** SUPPLIED DATA follows **

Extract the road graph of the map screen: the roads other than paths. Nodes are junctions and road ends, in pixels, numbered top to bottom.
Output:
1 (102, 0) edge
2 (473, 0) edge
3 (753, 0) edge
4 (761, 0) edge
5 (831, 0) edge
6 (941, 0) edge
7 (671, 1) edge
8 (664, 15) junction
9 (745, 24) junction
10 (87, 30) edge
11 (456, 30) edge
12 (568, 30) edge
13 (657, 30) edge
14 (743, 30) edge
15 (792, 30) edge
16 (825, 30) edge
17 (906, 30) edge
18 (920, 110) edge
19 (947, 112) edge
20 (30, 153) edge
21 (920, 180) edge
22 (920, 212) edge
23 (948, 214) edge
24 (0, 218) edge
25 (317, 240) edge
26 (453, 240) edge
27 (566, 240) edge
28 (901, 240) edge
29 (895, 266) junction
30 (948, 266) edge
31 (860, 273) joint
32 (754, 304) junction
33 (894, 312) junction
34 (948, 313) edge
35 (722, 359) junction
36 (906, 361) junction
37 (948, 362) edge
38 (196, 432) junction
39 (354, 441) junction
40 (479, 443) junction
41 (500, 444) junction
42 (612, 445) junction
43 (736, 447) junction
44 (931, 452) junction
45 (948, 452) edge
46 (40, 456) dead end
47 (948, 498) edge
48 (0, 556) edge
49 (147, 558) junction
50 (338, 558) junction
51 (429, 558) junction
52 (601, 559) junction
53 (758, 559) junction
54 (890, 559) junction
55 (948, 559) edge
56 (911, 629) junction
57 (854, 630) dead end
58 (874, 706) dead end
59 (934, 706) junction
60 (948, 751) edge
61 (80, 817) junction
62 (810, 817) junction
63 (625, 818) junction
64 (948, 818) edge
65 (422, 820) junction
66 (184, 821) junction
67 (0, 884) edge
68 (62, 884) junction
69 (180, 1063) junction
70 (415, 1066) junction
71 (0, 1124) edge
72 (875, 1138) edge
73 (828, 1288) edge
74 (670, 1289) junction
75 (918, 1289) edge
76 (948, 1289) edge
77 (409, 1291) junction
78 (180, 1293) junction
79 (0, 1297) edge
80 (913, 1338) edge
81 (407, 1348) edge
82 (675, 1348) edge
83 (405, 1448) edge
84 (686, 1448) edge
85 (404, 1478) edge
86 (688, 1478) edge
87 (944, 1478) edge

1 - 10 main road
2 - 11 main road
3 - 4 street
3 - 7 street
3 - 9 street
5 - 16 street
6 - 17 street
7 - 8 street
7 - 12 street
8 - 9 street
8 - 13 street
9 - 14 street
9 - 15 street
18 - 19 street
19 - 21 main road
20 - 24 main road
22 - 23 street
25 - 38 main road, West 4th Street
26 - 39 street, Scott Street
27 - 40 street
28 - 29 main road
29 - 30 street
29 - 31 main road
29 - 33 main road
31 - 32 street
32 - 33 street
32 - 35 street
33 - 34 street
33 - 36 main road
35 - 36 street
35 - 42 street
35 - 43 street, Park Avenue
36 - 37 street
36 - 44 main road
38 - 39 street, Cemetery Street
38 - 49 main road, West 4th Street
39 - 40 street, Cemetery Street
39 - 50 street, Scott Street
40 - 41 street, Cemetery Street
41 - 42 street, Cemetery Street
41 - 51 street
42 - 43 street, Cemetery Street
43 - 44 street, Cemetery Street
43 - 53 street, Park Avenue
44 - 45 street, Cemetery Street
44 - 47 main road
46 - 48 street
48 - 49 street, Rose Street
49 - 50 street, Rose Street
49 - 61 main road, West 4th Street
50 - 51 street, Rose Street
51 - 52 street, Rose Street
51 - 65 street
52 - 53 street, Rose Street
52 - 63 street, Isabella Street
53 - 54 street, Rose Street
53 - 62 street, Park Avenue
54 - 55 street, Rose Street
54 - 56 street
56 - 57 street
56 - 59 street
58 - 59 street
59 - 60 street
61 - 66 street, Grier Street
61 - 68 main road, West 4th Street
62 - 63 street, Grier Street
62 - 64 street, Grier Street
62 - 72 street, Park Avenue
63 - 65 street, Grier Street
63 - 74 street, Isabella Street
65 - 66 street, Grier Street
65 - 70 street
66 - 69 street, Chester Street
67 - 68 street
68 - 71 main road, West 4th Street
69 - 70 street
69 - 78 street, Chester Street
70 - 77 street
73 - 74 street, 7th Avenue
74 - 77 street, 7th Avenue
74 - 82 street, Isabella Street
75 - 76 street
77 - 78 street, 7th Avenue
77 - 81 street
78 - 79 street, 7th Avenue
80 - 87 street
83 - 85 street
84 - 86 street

** End of SUPPLIED DATA **

### EXERCISE DETAILS
Word for word, quote all of the data above.

### REPLY
Extract the road graph of the map screen: the roads other than paths. Nodes are junctions and road ends, in pixels, numbered top to bottom.
Output:
1 (102, 0) edge
2 (473, 0) edge
3 (753, 0) edge
4 (761, 0) edge
5 (831, 0) edge
6 (941, 0) edge
7 (671, 1) edge
8 (664, 15) junction
9 (745, 24) junction
10 (87, 30) edge
11 (456, 30) edge
12 (568, 30) edge
13 (657, 30) edge
14 (743, 30) edge
15 (792, 30) edge
16 (825, 30) edge
17 (906, 30) edge
18 (920, 110) edge
19 (947, 112) edge
20 (30, 153) edge
21 (920, 180) edge
22 (920, 212) edge
23 (948, 214) edge
24 (0, 218) edge
25 (317, 240) edge
26 (453, 240) edge
27 (566, 240) edge
28 (901, 240) edge
29 (895, 266) junction
30 (948, 266) edge
31 (860, 273) joint
32 (754, 304) junction
33 (894, 312) junction
34 (948, 313) edge
35 (722, 359) junction
36 (906, 361) junction
37 (948, 362) edge
38 (196, 432) junction
39 (354, 441) junction
40 (479, 443) junction
41 (500, 444) junction
42 (612, 445) junction
43 (736, 447) junction
44 (931, 452) junction
45 (948, 452) edge
46 (40, 456) dead end
47 (948, 498) edge
48 (0, 556) edge
49 (147, 558) junction
50 (338, 558) junction
51 (429, 558) junction
52 (601, 559) junction
53 (758, 559) junction
54 (890, 559) junction
55 (948, 559) edge
56 (911, 629) junction
57 (854, 630) dead end
58 (874, 706) dead end
59 (934, 706) junction
60 (948, 751) edge
61 (80, 817) junction
62 (810, 817) junction
63 (625, 818) junction
64 (948, 818) edge
65 (422, 820) junction
66 (184, 821) junction
67 (0, 884) edge
68 (62, 884) junction
69 (180, 1063) junction
70 (415, 1066) junction
71 (0, 1124) edge
72 (875, 1138) edge
73 (828, 1288) edge
74 (670, 1289) junction
75 (918, 1289) edge
76 (948, 1289) edge
77 (409, 1291) junction
78 (180, 1293) junction
79 (0, 1297) edge
80 (913, 1338) edge
81 (407, 1348) edge
82 (675, 1348) edge
83 (405, 1448) edge
84 (686, 1448) edge
85 (404, 1478) edge
86 (688, 1478) edge
87 (944, 1478) edge

1 - 10 main road
2 - 11 main road
3 - 4 street
3 - 7 street
3 - 9 street
5 - 16 street
6 - 17 street
7 - 8 street
7 - 12 street
8 - 9 street
8 - 13 street
9 - 14 street
9 - 15 street
18 - 19 street
19 - 21 main road
20 - 24 main road
22 - 23 street
25 - 38 main road, West 4th Street
26 - 39 street, Scott Street
27 - 40 street
28 - 29 main road
29 - 30 street
29 - 31 main road
29 - 33 main road
31 - 32 street
32 - 33 street
32 - 35 street
33 - 34 street
33 - 36 main road
35 - 36 street
35 - 42 street
35 - 43 street, Park Avenue
36 - 37 street
36 - 44 main road
38 - 39 street, Cemetery Street
38 - 49 main road, West 4th Street
39 - 40 street, Cemetery Street
39 - 50 street, Scott Street
40 - 41 street, Cemetery Street
41 - 42 street, Cemetery Street
41 - 51 street
42 - 43 street, Cemetery Street
43 - 44 street, Cemetery Street
43 - 53 street, Park Avenue
44 - 45 street, Cemetery Street
44 - 47 main road
46 - 48 street
48 - 49 street, Rose Street
49 - 50 street, Rose Street
49 - 61 main road, West 4th Street
50 - 51 street, Rose Street
51 - 52 street, Rose Street
51 - 65 street
52 - 53 street, Rose Street
52 - 63 street, Isabella Street
53 - 54 street, Rose Street
53 - 62 street, Park Avenue
54 - 55 street, Rose Street
54 - 56 street
56 - 57 street
56 - 59 street
58 - 59 street
59 - 60 street
61 - 66 street, Grier Street
61 - 68 main road, West 4th Street
62 - 63 street, Grier Street
62 - 64 street, Grier Street
62 - 72 street, Park Avenue
63 - 65 street, Grier Street
63 - 74 street, Isabella Street
65 - 66 street, Grier Street
65 - 70 street
66 - 69 street, Chester Street
67 - 68 street
68 - 71 main road, West 4th Street
69 - 70 street
69 - 78 street, Chester Street
70 - 77 street
73 - 74 street, 7th Avenue
74 - 77 street, 7th Avenue
74 - 82 street, Isabella Street
75 - 76 street
77 - 78 street, 7th Avenue
77 - 81 street
78 - 79 street, 7th Avenue
80 - 87 street
83 - 85 street
84 - 86 street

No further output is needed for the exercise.